▼

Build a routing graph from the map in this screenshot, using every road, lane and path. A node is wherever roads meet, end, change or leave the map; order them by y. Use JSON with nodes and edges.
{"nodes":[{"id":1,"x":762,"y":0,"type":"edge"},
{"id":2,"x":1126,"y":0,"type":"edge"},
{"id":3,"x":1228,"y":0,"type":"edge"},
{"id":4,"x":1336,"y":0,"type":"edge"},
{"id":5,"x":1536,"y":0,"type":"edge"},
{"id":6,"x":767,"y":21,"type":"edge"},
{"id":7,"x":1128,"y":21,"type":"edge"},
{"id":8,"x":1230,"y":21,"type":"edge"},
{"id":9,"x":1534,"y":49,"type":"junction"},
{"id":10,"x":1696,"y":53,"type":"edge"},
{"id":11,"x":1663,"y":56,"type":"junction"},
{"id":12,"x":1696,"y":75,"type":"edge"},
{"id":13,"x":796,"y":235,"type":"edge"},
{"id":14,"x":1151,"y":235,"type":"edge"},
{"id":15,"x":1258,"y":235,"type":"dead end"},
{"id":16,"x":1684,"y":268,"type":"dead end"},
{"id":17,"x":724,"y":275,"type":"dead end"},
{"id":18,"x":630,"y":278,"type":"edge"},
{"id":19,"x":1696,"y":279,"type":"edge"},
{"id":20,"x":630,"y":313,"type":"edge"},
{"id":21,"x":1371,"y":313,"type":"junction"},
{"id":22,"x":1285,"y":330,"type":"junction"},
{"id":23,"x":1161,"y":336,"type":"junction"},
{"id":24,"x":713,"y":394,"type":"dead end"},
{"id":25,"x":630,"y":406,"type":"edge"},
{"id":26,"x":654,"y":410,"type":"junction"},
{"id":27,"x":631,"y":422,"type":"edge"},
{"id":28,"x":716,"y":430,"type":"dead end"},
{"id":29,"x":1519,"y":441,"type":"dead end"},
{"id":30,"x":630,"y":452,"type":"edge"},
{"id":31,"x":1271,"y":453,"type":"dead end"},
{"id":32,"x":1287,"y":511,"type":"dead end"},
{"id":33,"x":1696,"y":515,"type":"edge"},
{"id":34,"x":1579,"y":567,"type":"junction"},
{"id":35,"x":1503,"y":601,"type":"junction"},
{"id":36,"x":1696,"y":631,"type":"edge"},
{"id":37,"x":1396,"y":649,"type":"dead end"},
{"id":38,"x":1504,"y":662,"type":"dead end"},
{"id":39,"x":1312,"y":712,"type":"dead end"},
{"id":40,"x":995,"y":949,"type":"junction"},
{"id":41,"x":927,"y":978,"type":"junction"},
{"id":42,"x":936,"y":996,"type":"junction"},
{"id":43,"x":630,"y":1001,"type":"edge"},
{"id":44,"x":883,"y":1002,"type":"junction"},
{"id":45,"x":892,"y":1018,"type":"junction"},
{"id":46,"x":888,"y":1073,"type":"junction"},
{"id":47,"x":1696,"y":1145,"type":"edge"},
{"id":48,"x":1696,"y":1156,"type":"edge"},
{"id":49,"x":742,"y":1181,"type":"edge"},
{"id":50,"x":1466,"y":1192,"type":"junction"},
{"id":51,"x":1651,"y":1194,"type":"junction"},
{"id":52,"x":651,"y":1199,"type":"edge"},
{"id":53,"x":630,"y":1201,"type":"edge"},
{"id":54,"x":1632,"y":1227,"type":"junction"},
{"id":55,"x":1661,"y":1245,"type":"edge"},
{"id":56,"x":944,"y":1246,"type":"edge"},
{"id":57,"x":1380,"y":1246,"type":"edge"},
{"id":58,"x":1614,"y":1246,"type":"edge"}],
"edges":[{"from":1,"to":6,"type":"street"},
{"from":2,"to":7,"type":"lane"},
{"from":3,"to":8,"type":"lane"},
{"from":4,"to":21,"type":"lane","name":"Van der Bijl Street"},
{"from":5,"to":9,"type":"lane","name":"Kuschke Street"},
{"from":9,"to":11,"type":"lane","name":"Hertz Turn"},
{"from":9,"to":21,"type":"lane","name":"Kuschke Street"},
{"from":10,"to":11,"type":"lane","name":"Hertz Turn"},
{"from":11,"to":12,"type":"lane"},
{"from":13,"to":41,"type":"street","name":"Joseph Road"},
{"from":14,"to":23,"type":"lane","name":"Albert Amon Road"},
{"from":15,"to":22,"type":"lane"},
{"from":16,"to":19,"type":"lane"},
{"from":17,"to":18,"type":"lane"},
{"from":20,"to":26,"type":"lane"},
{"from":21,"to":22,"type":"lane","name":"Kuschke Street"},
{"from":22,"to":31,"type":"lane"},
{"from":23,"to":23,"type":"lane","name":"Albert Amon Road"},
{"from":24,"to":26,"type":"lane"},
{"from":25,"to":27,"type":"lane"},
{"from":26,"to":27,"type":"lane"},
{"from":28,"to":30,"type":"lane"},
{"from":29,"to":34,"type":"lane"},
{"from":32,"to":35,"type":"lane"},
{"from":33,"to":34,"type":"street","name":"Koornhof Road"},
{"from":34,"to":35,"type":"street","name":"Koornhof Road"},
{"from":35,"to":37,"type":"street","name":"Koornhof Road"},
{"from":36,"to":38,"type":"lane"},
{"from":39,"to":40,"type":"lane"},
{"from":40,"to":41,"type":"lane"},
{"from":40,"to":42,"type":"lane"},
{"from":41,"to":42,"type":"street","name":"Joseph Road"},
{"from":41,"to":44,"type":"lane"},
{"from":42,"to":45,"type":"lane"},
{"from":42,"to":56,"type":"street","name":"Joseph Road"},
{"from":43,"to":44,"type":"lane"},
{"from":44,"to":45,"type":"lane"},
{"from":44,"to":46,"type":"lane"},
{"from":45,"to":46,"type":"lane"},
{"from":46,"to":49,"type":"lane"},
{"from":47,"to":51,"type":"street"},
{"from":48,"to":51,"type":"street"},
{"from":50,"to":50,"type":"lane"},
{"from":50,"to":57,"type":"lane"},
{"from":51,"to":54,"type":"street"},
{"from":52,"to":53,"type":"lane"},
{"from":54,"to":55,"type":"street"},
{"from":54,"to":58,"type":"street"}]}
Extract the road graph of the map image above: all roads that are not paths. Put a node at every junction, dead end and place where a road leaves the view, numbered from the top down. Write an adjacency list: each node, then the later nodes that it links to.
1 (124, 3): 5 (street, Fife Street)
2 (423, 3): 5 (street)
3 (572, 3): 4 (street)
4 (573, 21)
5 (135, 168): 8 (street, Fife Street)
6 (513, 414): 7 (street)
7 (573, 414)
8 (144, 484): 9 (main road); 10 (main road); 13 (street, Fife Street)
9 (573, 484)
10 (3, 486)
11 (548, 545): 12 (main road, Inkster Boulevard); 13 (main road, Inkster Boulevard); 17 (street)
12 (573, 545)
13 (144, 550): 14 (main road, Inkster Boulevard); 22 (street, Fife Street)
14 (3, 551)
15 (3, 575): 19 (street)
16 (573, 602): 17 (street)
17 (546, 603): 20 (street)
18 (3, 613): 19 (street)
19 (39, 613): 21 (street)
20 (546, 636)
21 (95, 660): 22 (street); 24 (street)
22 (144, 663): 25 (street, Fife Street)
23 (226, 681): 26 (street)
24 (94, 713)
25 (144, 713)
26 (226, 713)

▲

Find the string "main" in the data. Report each line it appears in.

8 (144, 484): 9 (main road); 10 (main road); 13 (street, Fife Street)
11 (548, 545): 12 (main road, Inkster Boulevard); 13 (main road, Inkster Boulevard); 17 (street)
13 (144, 550): 14 (main road, Inkster Boulevard); 22 (street, Fife Street)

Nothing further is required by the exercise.